• _WHAT THE TASK REQUIRES_
If a line contains "background:var(--page); color:var(--text); height:100vh;", it is the last one to write out; begin with the first line of the records and copy each exactly.

• _SOURCE DATA_
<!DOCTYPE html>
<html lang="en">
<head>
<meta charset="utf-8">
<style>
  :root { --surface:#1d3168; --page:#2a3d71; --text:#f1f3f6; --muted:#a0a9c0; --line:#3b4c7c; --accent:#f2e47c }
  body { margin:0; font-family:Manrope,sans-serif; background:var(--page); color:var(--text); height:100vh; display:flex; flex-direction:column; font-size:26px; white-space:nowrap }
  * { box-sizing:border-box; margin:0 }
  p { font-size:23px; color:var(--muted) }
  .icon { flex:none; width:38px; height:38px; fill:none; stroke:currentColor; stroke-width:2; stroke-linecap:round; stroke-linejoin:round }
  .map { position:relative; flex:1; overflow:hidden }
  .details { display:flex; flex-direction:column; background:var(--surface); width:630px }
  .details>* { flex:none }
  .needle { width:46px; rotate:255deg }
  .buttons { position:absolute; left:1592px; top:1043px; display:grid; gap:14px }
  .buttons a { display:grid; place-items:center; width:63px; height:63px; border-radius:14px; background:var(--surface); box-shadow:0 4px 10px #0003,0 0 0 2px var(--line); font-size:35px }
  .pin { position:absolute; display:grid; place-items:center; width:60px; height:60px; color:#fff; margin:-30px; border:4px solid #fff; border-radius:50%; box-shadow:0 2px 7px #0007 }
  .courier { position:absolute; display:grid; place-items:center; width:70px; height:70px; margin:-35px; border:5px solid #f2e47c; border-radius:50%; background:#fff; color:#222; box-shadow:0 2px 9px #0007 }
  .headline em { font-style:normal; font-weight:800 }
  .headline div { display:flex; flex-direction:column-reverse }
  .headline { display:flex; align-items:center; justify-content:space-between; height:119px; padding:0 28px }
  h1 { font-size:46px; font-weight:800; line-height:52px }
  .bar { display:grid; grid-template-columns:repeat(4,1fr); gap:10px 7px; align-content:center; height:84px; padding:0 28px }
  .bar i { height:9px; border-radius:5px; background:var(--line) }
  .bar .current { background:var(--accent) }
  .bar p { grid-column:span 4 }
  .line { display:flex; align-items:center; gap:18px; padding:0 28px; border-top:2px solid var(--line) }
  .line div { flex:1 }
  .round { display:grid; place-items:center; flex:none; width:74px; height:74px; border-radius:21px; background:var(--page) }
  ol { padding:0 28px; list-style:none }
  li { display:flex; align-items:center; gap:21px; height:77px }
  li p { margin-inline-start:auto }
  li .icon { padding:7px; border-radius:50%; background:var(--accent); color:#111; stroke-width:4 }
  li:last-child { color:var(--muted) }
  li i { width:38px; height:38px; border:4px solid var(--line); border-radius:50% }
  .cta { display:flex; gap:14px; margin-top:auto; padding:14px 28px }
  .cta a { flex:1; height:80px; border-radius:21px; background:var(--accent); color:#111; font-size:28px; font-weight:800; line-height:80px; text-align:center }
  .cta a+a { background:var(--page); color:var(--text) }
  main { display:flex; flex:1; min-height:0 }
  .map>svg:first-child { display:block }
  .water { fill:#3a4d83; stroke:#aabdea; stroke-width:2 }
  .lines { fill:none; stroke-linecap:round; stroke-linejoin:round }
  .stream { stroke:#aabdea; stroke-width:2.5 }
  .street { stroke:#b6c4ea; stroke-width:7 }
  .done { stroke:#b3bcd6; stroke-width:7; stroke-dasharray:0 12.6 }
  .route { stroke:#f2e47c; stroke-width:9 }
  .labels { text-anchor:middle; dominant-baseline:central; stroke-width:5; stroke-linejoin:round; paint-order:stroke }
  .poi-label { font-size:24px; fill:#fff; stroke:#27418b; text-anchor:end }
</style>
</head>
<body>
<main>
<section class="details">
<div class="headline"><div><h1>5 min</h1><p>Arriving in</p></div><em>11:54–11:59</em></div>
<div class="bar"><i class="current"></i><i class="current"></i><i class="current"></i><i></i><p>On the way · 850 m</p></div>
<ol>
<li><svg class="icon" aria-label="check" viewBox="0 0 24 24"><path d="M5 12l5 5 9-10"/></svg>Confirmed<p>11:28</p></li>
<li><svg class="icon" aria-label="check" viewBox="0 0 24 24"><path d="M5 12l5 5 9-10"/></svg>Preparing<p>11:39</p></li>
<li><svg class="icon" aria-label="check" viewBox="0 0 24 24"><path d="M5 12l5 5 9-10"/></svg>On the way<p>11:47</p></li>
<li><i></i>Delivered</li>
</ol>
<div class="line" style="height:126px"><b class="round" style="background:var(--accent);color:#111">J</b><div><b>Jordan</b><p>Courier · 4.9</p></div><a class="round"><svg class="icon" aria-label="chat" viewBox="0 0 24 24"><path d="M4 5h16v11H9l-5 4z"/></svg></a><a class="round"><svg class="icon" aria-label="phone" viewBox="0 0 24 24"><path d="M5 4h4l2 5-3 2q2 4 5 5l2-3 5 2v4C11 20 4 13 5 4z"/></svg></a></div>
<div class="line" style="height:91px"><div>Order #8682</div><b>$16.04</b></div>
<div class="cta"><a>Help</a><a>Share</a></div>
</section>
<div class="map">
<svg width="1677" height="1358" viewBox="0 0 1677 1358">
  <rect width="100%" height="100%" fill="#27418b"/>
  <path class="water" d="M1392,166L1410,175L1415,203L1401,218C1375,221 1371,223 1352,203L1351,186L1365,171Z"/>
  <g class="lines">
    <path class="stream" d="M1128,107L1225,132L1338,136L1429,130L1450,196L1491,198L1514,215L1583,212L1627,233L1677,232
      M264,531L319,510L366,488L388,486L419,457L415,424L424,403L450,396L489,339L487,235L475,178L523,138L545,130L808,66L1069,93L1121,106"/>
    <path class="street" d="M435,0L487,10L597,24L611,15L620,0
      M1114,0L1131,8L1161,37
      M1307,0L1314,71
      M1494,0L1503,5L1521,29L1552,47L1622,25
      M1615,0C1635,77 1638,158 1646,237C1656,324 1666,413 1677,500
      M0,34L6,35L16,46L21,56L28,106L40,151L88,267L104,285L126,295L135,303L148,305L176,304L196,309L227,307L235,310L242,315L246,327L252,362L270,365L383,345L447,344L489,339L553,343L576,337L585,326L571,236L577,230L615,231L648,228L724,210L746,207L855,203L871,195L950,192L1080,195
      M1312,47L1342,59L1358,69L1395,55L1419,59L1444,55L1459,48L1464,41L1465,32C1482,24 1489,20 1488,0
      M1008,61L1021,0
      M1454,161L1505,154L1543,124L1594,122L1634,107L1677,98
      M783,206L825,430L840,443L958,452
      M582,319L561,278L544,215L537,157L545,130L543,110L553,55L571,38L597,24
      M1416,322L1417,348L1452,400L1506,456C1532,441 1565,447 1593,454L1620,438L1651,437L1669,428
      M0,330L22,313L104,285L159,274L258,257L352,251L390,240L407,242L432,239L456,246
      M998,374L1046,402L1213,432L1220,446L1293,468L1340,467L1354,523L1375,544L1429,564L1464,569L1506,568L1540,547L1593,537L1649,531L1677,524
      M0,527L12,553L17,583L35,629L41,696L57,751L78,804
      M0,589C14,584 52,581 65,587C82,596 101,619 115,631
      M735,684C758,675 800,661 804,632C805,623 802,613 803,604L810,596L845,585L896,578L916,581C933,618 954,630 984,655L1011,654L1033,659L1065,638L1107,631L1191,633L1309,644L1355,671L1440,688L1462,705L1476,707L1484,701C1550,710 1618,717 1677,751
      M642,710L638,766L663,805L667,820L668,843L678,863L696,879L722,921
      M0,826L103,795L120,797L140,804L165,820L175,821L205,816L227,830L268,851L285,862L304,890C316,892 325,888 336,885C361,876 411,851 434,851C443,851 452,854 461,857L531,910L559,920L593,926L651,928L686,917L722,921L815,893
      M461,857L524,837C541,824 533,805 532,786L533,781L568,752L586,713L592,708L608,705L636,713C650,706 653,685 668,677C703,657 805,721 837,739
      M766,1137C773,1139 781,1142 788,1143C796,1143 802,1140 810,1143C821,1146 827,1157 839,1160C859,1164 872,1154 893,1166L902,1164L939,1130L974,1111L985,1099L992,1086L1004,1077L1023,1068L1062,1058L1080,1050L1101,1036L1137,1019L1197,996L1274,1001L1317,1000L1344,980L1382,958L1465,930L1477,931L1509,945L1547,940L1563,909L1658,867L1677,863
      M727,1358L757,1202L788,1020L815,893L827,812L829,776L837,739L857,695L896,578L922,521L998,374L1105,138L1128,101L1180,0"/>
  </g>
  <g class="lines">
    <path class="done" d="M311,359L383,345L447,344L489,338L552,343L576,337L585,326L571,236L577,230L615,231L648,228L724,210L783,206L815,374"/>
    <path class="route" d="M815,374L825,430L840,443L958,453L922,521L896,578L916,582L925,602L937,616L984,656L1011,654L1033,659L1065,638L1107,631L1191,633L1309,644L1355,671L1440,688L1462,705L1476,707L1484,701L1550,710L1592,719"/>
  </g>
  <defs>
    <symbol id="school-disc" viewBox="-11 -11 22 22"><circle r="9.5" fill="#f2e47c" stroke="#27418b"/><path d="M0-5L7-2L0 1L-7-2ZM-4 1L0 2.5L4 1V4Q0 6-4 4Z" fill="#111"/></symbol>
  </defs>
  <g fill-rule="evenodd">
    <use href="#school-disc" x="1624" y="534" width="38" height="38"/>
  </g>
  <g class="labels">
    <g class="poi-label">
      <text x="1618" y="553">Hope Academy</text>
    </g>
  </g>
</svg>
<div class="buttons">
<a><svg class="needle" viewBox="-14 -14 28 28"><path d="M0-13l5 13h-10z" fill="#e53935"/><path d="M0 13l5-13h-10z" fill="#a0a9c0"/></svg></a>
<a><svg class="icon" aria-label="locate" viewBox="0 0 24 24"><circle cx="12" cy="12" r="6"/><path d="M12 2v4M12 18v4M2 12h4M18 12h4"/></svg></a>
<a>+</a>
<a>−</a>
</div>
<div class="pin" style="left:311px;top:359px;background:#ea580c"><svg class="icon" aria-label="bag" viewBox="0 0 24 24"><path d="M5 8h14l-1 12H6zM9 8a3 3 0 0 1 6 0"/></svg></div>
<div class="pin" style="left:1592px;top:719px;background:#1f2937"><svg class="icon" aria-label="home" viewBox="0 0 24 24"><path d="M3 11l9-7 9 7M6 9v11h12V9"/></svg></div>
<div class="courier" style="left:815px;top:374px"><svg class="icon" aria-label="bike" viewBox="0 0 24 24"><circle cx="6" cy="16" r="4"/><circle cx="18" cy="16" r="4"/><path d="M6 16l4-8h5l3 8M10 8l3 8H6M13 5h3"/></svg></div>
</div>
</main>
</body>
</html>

• _SOLUTION FOR THIS EXERCISE_
<!DOCTYPE html>
<html lang="en">
<head>
<meta charset="utf-8">
<style>
  :root { --surface:#1d3168; --page:#2a3d71; --text:#f1f3f6; --muted:#a0a9c0; --line:#3b4c7c; --accent:#f2e47c }
  body { margin:0; font-family:Manrope,sans-serif; background:var(--page); color:var(--text); height:100vh; display:flex; flex-direction:column; font-size:26px; white-space:nowrap }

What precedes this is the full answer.